Please restate the records that follow exactly, skipping their images.

--- Task material Enclosed Below ---

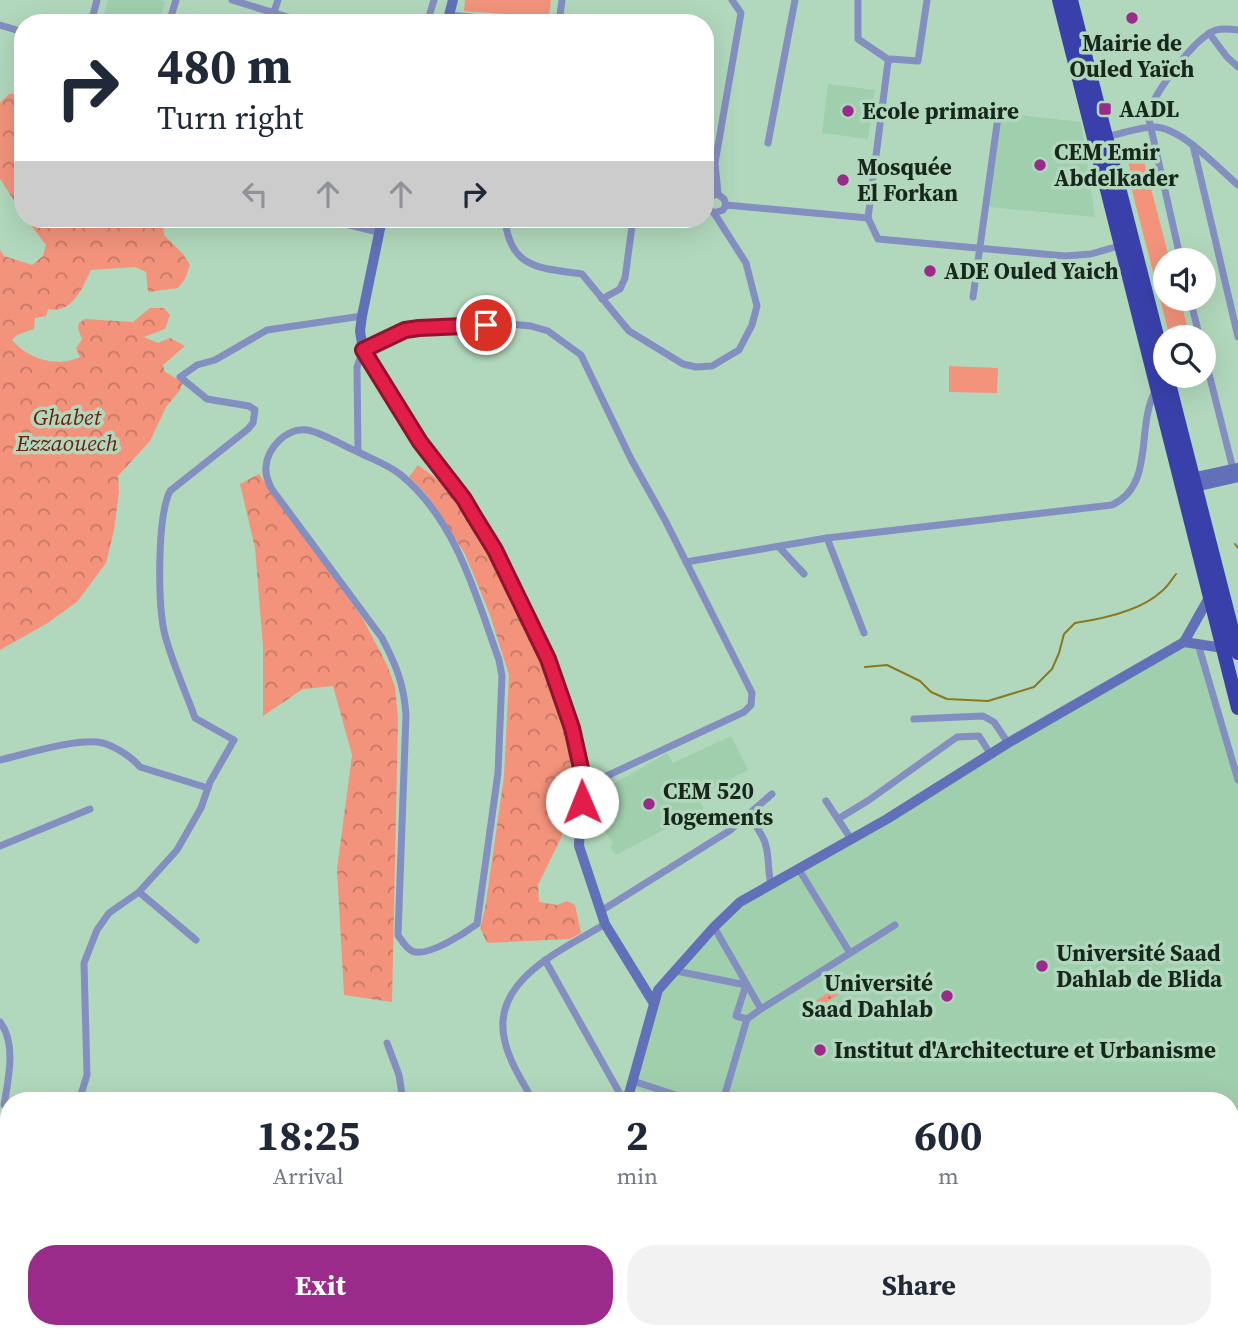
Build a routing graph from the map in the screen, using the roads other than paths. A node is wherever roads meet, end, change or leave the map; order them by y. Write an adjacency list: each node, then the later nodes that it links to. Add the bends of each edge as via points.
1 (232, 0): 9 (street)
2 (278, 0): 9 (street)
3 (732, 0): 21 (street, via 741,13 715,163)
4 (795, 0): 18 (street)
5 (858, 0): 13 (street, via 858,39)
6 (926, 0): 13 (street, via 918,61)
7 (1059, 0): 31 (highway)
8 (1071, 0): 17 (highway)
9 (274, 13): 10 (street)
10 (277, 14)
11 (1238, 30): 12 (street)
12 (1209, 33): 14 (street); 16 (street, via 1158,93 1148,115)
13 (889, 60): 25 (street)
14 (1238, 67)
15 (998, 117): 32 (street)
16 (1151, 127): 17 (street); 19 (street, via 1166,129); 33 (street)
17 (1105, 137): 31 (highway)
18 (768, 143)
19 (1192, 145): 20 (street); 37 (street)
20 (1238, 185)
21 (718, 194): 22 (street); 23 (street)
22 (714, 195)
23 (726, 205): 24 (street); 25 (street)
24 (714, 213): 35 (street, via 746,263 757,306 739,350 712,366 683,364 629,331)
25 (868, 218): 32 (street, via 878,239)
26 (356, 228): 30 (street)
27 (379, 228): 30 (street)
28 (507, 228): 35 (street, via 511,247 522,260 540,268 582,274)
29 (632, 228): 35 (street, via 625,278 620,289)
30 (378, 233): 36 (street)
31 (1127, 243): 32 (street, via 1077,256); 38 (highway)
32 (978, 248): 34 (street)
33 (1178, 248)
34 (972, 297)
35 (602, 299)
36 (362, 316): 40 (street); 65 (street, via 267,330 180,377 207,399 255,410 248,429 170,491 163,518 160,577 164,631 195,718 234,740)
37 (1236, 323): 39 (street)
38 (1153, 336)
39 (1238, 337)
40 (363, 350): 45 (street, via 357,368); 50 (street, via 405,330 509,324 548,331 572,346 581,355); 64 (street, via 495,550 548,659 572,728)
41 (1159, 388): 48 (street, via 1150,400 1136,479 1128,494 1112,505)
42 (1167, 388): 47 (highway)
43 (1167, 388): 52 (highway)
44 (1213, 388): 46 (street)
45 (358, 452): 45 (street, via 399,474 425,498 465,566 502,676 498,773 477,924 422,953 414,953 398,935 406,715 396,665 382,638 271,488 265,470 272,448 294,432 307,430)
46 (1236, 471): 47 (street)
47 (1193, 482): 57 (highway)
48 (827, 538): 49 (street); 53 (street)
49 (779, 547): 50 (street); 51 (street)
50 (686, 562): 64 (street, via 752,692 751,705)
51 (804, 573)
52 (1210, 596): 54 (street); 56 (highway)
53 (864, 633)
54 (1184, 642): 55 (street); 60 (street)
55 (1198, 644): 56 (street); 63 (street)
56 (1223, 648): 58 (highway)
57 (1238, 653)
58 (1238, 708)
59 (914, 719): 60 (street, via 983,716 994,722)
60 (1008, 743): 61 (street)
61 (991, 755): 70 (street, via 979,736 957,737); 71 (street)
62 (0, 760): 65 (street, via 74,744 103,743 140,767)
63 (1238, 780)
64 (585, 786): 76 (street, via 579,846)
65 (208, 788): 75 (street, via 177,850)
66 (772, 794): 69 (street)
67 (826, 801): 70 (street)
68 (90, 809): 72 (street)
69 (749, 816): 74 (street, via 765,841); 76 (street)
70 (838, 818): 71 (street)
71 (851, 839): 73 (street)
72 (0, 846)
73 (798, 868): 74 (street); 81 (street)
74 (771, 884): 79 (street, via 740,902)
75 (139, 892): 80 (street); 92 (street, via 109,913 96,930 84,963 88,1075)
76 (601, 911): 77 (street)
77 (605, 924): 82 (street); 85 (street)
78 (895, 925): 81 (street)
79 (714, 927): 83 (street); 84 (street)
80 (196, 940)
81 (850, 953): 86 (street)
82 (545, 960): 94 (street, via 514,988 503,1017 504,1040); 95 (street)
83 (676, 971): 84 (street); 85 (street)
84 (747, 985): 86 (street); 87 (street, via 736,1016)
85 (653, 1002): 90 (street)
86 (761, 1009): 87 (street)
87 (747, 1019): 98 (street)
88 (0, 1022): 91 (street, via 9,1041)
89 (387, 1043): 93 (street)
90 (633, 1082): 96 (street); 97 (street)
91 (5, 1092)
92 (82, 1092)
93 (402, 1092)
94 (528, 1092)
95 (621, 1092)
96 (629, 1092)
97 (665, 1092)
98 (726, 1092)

--- End of Enclosed Task material ---

▶ Finished exercise
Build a routing graph from the map in the screen, using the roads other than paths. A node is wherever roads meet, end, change or leave the map; order them by y. Write an adjacency list: each node, then the later nodes that it links to. Add the bends of each edge as via points.
1 (232, 0): 9 (street)
2 (278, 0): 9 (street)
3 (732, 0): 21 (street, via 741,13 715,163)
4 (795, 0): 18 (street)
5 (858, 0): 13 (street, via 858,39)
6 (926, 0): 13 (street, via 918,61)
7 (1059, 0): 31 (highway)
8 (1071, 0): 17 (highway)
9 (274, 13): 10 (street)
10 (277, 14)
11 (1238, 30): 12 (street)
12 (1209, 33): 14 (street); 16 (street, via 1158,93 1148,115)
13 (889, 60): 25 (street)
14 (1238, 67)
15 (998, 117): 32 (street)
16 (1151, 127): 17 (street); 19 (street, via 1166,129); 33 (street)
17 (1105, 137): 31 (highway)
18 (768, 143)
19 (1192, 145): 20 (street); 37 (street)
20 (1238, 185)
21 (718, 194): 22 (street); 23 (street)
22 (714, 195)
23 (726, 205): 24 (street); 25 (street)
24 (714, 213): 35 (street, via 746,263 757,306 739,350 712,366 683,364 629,331)
25 (868, 218): 32 (street, via 878,239)
26 (356, 228): 30 (street)
27 (379, 228): 30 (street)
28 (507, 228): 35 (street, via 511,247 522,260 540,268 582,274)
29 (632, 228): 35 (street, via 625,278 620,289)
30 (378, 233): 36 (street)
31 (1127, 243): 32 (street, via 1077,256); 38 (highway)
32 (978, 248): 34 (street)
33 (1178, 248)
34 (972, 297)
35 (602, 299)
36 (362, 316): 40 (street); 65 (street, via 267,330 180,377 207,399 255,410 248,429 170,491 163,518 160,577 164,631 195,718 234,740)
37 (1236, 323): 39 (street)
38 (1153, 336)
39 (1238, 337)
40 (363, 350): 45 (street, via 357,368); 50 (street, via 405,330 509,324 548,331 572,346 581,355); 64 (street, via 495,550 548,659 572,728)
41 (1159, 388): 48 (street, via 1150,400 1136,479 1128,494 1112,505)
42 (1167, 388): 47 (highway)
43 (1167, 388): 52 (highway)
44 (1213, 388): 46 (street)
45 (358, 452): 45 (street, via 399,474 425,498 465,566 502,676 498,773 477,924 422,953 414,953 398,935 406,715 396,665 382,638 271,488 265,470 272,448 294,432 307,430)
46 (1236, 471): 47 (street)
47 (1193, 482): 57 (highway)
48 (827, 538): 49 (street); 53 (street)
49 (779, 547): 50 (street); 51 (street)
50 (686, 562): 64 (street, via 752,692 751,705)
51 (804, 573)
52 (1210, 596): 54 (street); 56 (highway)
53 (864, 633)
54 (1184, 642): 55 (street); 60 (street)
55 (1198, 644): 56 (street); 63 (street)
56 (1223, 648): 58 (highway)
57 (1238, 653)
58 (1238, 708)
59 (914, 719): 60 (street, via 983,716 994,722)
60 (1008, 743): 61 (street)
61 (991, 755): 70 (street, via 979,736 957,737); 71 (street)
62 (0, 760): 65 (street, via 74,744 103,743 140,767)
63 (1238, 780)
64 (585, 786): 76 (street, via 579,846)
65 (208, 788): 75 (street, via 177,850)
66 (772, 794): 69 (street)
67 (826, 801): 70 (street)
68 (90, 809): 72 (street)
69 (749, 816): 74 (street, via 765,841); 76 (street)
70 (838, 818): 71 (street)
71 (851, 839): 73 (street)
72 (0, 846)
73 (798, 868): 74 (street); 81 (street)
74 (771, 884): 79 (street, via 740,902)
75 (139, 892): 80 (street); 92 (street, via 109,913 96,930 84,963 88,1075)
76 (601, 911): 77 (street)
77 (605, 924): 82 (street); 85 (street)
78 (895, 925): 81 (street)
79 (714, 927): 83 (street); 84 (street)
80 (196, 940)
81 (850, 953): 86 (street)
82 (545, 960): 94 (street, via 514,988 503,1017 504,1040); 95 (street)
83 (676, 971): 84 (street); 85 (street)
84 (747, 985): 86 (street); 87 (street, via 736,1016)
85 (653, 1002): 90 (street)
86 (761, 1009): 87 (street)
87 (747, 1019): 98 (street)
88 (0, 1022): 91 (street, via 9,1041)
89 (387, 1043): 93 (street)
90 (633, 1082): 96 (street); 97 (street)
91 (5, 1092)
92 (82, 1092)
93 (402, 1092)
94 (528, 1092)
95 (621, 1092)
96 (629, 1092)
97 (665, 1092)
98 (726, 1092)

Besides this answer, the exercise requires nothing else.